### Aim of the task:
Check each line below for "dead" and report how many have it, nothing else.

### Data:
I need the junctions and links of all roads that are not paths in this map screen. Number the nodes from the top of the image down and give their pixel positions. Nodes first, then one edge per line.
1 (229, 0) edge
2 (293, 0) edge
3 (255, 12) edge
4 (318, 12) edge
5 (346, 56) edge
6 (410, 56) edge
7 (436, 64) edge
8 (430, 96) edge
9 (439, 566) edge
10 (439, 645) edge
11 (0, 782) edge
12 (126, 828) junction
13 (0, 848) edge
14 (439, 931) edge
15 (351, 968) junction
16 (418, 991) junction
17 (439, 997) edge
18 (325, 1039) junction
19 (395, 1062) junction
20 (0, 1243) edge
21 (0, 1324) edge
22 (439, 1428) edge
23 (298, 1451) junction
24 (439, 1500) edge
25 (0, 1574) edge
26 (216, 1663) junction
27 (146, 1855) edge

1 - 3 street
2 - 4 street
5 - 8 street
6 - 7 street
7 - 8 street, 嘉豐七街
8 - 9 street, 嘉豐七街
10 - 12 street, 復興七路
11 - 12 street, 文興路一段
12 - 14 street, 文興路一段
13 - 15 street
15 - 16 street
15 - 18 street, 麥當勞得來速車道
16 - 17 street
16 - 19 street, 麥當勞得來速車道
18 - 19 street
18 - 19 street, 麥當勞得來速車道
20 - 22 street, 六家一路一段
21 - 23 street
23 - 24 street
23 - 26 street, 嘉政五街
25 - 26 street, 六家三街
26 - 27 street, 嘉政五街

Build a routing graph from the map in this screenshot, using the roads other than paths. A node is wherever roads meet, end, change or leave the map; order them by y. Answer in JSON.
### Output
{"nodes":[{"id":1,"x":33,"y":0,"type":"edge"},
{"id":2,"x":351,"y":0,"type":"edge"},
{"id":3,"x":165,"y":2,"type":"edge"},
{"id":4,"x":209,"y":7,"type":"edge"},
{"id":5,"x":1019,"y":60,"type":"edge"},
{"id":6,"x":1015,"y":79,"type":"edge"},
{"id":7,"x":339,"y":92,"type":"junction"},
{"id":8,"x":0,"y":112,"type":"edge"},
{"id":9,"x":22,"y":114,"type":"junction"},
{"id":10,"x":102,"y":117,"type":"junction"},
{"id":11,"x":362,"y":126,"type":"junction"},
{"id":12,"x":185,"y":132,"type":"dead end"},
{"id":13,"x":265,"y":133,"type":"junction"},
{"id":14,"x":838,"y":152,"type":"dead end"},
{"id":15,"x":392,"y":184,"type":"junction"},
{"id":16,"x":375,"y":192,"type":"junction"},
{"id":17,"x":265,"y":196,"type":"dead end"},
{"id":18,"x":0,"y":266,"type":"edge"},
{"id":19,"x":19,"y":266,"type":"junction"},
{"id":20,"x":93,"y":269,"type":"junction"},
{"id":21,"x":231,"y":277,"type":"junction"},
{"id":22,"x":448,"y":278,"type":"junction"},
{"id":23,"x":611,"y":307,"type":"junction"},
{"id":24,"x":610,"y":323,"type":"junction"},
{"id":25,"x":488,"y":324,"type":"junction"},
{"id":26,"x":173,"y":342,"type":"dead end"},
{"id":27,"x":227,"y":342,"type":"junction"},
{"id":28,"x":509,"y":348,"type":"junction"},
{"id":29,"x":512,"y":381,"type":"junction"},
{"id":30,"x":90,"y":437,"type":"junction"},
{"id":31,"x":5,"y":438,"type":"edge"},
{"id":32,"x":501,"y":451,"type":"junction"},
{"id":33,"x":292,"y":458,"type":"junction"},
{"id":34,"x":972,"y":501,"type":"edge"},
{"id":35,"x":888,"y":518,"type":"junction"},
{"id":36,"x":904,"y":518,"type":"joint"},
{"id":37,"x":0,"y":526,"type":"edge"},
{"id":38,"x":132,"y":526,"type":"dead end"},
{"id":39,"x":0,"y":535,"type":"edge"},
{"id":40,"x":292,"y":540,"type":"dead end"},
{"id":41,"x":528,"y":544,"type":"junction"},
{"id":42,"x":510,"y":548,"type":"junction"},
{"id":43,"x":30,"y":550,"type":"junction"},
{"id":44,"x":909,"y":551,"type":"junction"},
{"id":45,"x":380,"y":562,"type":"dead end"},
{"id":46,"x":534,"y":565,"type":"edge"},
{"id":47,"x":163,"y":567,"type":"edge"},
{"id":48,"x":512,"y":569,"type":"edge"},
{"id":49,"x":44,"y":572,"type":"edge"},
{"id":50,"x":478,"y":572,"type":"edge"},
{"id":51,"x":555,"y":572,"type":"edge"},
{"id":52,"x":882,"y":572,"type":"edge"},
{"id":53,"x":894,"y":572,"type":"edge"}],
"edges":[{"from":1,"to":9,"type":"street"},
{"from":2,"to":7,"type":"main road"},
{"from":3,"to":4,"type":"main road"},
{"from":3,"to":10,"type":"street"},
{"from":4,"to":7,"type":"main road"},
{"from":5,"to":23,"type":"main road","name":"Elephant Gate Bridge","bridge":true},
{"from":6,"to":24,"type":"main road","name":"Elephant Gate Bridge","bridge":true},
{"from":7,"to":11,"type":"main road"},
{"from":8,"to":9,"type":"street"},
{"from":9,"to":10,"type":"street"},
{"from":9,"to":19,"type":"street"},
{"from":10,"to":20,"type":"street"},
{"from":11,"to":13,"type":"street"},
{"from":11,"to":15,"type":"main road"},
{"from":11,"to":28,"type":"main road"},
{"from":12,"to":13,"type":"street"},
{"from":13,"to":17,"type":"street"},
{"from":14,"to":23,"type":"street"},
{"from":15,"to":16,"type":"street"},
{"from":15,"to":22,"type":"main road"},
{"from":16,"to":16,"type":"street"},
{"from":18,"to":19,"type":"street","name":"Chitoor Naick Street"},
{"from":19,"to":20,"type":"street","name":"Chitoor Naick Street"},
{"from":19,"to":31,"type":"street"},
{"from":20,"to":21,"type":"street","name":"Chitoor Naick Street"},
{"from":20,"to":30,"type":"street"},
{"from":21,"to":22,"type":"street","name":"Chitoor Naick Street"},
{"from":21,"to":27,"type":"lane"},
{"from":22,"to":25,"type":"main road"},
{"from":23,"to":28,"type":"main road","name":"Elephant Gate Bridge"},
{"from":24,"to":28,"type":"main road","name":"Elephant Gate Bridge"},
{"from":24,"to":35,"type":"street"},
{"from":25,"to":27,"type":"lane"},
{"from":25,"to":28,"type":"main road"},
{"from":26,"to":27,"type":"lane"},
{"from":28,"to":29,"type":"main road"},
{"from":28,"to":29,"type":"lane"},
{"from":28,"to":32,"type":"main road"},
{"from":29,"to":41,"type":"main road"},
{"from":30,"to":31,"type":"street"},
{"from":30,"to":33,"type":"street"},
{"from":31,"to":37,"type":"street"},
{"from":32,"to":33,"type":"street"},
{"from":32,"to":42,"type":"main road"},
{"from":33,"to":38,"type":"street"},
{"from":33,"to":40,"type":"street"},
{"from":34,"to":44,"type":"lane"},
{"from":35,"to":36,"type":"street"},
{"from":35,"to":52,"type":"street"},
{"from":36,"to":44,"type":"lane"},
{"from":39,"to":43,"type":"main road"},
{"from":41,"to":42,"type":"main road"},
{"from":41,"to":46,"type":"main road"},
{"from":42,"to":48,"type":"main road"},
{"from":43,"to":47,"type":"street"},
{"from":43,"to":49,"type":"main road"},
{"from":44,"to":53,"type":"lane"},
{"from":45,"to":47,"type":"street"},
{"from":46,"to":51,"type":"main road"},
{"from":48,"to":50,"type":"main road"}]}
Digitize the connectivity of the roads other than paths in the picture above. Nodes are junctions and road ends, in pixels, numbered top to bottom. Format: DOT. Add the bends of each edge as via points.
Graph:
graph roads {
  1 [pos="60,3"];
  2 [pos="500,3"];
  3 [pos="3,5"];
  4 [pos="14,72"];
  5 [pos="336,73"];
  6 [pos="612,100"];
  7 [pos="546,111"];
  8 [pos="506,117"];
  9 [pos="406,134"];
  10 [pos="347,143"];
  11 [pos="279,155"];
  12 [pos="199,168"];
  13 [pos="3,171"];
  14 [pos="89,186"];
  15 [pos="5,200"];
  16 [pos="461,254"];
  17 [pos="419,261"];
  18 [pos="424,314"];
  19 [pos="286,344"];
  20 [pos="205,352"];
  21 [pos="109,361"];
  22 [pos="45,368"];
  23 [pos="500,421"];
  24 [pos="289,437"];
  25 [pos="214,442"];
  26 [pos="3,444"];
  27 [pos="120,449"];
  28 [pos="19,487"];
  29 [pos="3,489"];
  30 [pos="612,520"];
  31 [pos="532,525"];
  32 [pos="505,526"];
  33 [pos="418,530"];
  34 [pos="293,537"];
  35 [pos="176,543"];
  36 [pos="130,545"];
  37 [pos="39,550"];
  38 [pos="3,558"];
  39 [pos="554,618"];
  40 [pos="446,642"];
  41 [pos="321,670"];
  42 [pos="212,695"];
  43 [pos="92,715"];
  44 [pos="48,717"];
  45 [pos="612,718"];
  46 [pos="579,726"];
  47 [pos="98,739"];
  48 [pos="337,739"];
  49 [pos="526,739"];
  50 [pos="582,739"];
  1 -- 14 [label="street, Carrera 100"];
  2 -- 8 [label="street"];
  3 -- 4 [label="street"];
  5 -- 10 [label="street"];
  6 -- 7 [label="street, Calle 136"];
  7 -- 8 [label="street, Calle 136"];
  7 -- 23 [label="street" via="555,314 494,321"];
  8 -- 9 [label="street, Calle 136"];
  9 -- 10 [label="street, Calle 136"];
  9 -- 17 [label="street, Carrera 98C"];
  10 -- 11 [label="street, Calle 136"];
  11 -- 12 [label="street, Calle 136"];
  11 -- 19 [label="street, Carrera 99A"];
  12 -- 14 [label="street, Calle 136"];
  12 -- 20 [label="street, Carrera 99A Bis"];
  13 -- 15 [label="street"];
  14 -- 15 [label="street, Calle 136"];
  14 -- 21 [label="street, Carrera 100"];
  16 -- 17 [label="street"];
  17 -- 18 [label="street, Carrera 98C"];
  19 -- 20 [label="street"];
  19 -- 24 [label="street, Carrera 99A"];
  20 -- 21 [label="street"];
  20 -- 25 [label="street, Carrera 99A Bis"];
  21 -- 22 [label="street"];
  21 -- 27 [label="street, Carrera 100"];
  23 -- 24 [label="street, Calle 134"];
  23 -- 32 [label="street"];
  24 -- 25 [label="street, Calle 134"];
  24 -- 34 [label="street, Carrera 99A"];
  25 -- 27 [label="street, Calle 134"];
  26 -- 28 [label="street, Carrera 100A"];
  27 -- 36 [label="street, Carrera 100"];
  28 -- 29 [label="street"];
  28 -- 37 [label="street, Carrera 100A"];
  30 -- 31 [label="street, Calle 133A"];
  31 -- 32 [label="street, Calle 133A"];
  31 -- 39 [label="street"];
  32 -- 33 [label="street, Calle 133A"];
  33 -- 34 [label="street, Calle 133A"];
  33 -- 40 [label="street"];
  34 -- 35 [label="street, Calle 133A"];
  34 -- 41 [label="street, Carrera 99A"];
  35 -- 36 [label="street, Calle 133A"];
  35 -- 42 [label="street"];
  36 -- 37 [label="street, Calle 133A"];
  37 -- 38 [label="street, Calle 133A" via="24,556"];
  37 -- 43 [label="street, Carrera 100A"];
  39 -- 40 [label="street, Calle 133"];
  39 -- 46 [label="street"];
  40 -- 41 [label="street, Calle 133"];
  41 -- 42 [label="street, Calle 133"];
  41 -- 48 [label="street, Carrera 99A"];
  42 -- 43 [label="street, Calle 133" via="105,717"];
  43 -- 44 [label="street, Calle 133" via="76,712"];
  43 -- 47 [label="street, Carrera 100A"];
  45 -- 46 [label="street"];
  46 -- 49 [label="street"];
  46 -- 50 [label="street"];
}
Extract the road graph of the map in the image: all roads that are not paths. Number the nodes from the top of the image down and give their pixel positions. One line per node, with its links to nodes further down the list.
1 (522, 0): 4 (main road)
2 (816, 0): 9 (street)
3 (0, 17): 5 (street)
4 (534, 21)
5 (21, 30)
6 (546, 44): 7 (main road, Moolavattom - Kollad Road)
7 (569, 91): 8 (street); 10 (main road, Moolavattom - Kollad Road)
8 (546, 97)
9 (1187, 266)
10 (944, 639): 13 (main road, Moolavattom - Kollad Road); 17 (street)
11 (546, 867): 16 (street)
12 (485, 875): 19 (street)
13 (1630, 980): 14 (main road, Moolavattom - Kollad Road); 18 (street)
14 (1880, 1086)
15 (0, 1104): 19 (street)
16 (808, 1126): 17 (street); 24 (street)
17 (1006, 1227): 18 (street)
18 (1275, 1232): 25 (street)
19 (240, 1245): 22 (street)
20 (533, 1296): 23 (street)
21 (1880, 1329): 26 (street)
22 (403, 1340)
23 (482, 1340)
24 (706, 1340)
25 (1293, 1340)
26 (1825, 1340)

### Worked solution:
7